* [ASSIGNMENT]
From the first line to the last, retype the records exactly without their images.

* [EXTRACTED ENTRIES]
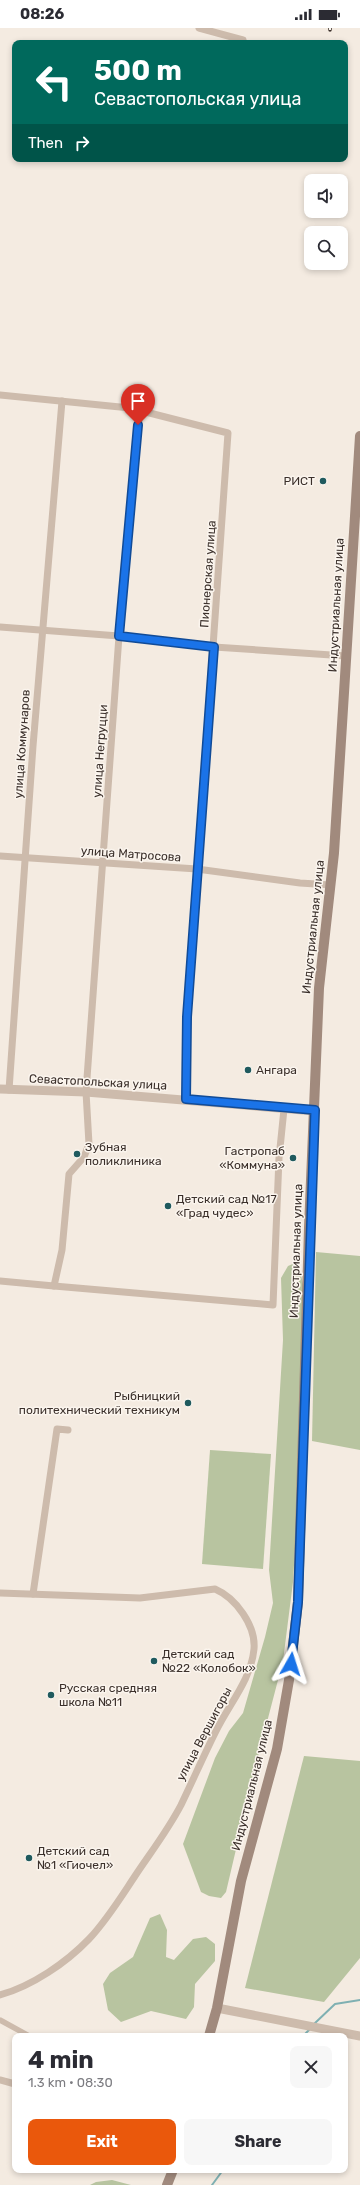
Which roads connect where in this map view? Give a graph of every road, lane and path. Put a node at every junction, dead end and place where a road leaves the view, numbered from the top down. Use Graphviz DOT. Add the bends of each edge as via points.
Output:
graph roads {
  1 [pos="199,28"];
  2 [pos="243,40"];
  3 [pos="0,395"];
  4 [pos="62,401"];
  5 [pos="140,410"];
  6 [pos="360,436"];
  7 [pos="0,627"];
  8 [pos="42,631"];
  9 [pos="119,636"];
  10 [pos="214,647"];
  11 [pos="346,656"];
  12 [pos="0,856"];
  13 [pos="24,858"];
  14 [pos="104,863"];
  15 [pos="197,869"];
  16 [pos="331,885"];
  17 [pos="4,1089"];
  18 [pos="86,1092"];
  19 [pos="186,1099"];
  20 [pos="284,1109"];
  21 [pos="315,1110"];
  22 [pos="0,1282"];
  23 [pos="54,1286"];
  24 [pos="68,1430"];
  25 [pos="0,1593"];
  26 [pos="33,1594"];
  27 [pos="0,1995"];
  28 [pos="217,2008"];
  29 [pos="0,2020"];
  30 [pos="24,2033"];
  31 [pos="210,2033"];
  32 [pos="344,2033"];
  33 [pos="348,2034"];
  34 [pos="360,2036"];
  35 [pos="0,2080"];
  36 [pos="12,2083"];
  37 [pos="172,2173"];
  38 [pos="167,2185"];
  1 -- 2 [label="street"];
  3 -- 4 [label="street"];
  4 -- 5 [label="street"];
  4 -- 8 [label="street, улица Коммунаров"];
  5 -- 9 [label="street, улица Негруцци"];
  5 -- 10 [label="street, Пионерская улица" via="228,433"];
  6 -- 11 [label="main road, Индустриальная улица"];
  7 -- 8 [label="street"];
  8 -- 9 [label="street"];
  8 -- 13 [label="street, улица Коммунаров"];
  9 -- 10 [label="street"];
  9 -- 14 [label="street, улица Негруцци"];
  10 -- 11 [label="street"];
  10 -- 15 [label="street, Пионерская улица"];
  11 -- 16 [label="main road, Индустриальная улица"];
  12 -- 13 [label="street, улица Матросова"];
  13 -- 14 [label="street, улица Матросова"];
  13 -- 17 [label="street, улица Коммунаров"];
  14 -- 15 [label="street, улица Матросова"];
  14 -- 18 [label="street, улица Негруцци"];
  15 -- 16 [label="street, улица Матросова"];
  15 -- 19 [label="street, Пионерская улица" via="187,1017"];
  16 -- 21 [label="main road, Индустриальная улица" via="319,988"];
  17 -- 18 [label="street, Севастопольская улица"];
  18 -- 19 [label="street, Севастопольская улица"];
  18 -- 23 [label="street, улица Негруцци" via="89,1144 84,1157 69,1174 62,1250"];
  19 -- 20 [label="street, Севастопольская улица"];
  20 -- 21 [label="street, Севастопольская улица"];
  20 -- 23 [label="street" via="279,1158 273,1305"];
  21 -- 28 [label="main road, Индустриальная улица" via="298,1602 289,1680 277,1749 241,1881"];
  22 -- 23 [label="street"];
  24 -- 26 [label="street" via="57,1429"];
  25 -- 26 [label="street, улица Вершигоры"];
  26 -- 27 [label="street, улица Вершигоры" via="140,1598 215,1589 224,1593 250,1626 254,1650 241,1688 216,1730 181,1804 159,1843 108,1916 88,1940 62,1962 33,1981"];
  28 -- 31 [label="main road, Индустриальная улица"];
  28 -- 32 [label="street"];
  29 -- 30 [label="street"];
  33 -- 34 [label="street"];
  35 -- 36 [label="street"];
  37 -- 38 [label="main road"];
}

* [WRITTEN ANSWER]
Which roads connect where in this map view? Give a graph of every road, lane and path. Put a node at every junction, dead end and place where a road leaves the view, numbered from the top down. Use Graphviz DOT. Add the bends of each edge as via points.
Output:
graph roads {
  1 [pos="199,28"];
  2 [pos="243,40"];
  3 [pos="0,395"];
  4 [pos="62,401"];
  5 [pos="140,410"];
  6 [pos="360,436"];
  7 [pos="0,627"];
  8 [pos="42,631"];
  9 [pos="119,636"];
  10 [pos="214,647"];
  11 [pos="346,656"];
  12 [pos="0,856"];
  13 [pos="24,858"];
  14 [pos="104,863"];
  15 [pos="197,869"];
  16 [pos="331,885"];
  17 [pos="4,1089"];
  18 [pos="86,1092"];
  19 [pos="186,1099"];
  20 [pos="284,1109"];
  21 [pos="315,1110"];
  22 [pos="0,1282"];
  23 [pos="54,1286"];
  24 [pos="68,1430"];
  25 [pos="0,1593"];
  26 [pos="33,1594"];
  27 [pos="0,1995"];
  28 [pos="217,2008"];
  29 [pos="0,2020"];
  30 [pos="24,2033"];
  31 [pos="210,2033"];
  32 [pos="344,2033"];
  33 [pos="348,2034"];
  34 [pos="360,2036"];
  35 [pos="0,2080"];
  36 [pos="12,2083"];
  37 [pos="172,2173"];
  38 [pos="167,2185"];
  1 -- 2 [label="street"];
  3 -- 4 [label="street"];
  4 -- 5 [label="street"];
  4 -- 8 [label="street, улица Коммунаров"];
  5 -- 9 [label="street, улица Негруцци"];
  5 -- 10 [label="street, Пионерская улица" via="228,433"];
  6 -- 11 [label="main road, Индустриальная улица"];
  7 -- 8 [label="street"];
  8 -- 9 [label="street"];
  8 -- 13 [label="street, улица Коммунаров"];
  9 -- 10 [label="street"];
  9 -- 14 [label="street, улица Негруцци"];
  10 -- 11 [label="street"];
  10 -- 15 [label="street, Пионерская улица"];
  11 -- 16 [label="main road, Индустриальная улица"];
  12 -- 13 [label="street, улица Матросова"];
  13 -- 14 [label="street, улица Матросова"];
  13 -- 17 [label="street, улица Коммунаров"];
  14 -- 15 [label="street, улица Матросова"];
  14 -- 18 [label="street, улица Негруцци"];
  15 -- 16 [label="street, улица Матросова"];
  15 -- 19 [label="street, Пионерская улица" via="187,1017"];
  16 -- 21 [label="main road, Индустриальная улица" via="319,988"];
  17 -- 18 [label="street, Севастопольская улица"];
  18 -- 19 [label="street, Севастопольская улица"];
  18 -- 23 [label="street, улица Негруцци" via="89,1144 84,1157 69,1174 62,1250"];
  19 -- 20 [label="street, Севастопольская улица"];
  20 -- 21 [label="street, Севастопольская улица"];
  20 -- 23 [label="street" via="279,1158 273,1305"];
  21 -- 28 [label="main road, Индустриальная улица" via="298,1602 289,1680 277,1749 241,1881"];
  22 -- 23 [label="street"];
  24 -- 26 [label="street" via="57,1429"];
  25 -- 26 [label="street, улица Вершигоры"];
  26 -- 27 [label="street, улица Вершигоры" via="140,1598 215,1589 224,1593 250,1626 254,1650 241,1688 216,1730 181,1804 159,1843 108,1916 88,1940 62,1962 33,1981"];
  28 -- 31 [label="main road, Индустриальная улица"];
  28 -- 32 [label="street"];
  29 -- 30 [label="street"];
  33 -- 34 [label="street"];
  35 -- 36 [label="street"];
  37 -- 38 [label="main road"];
}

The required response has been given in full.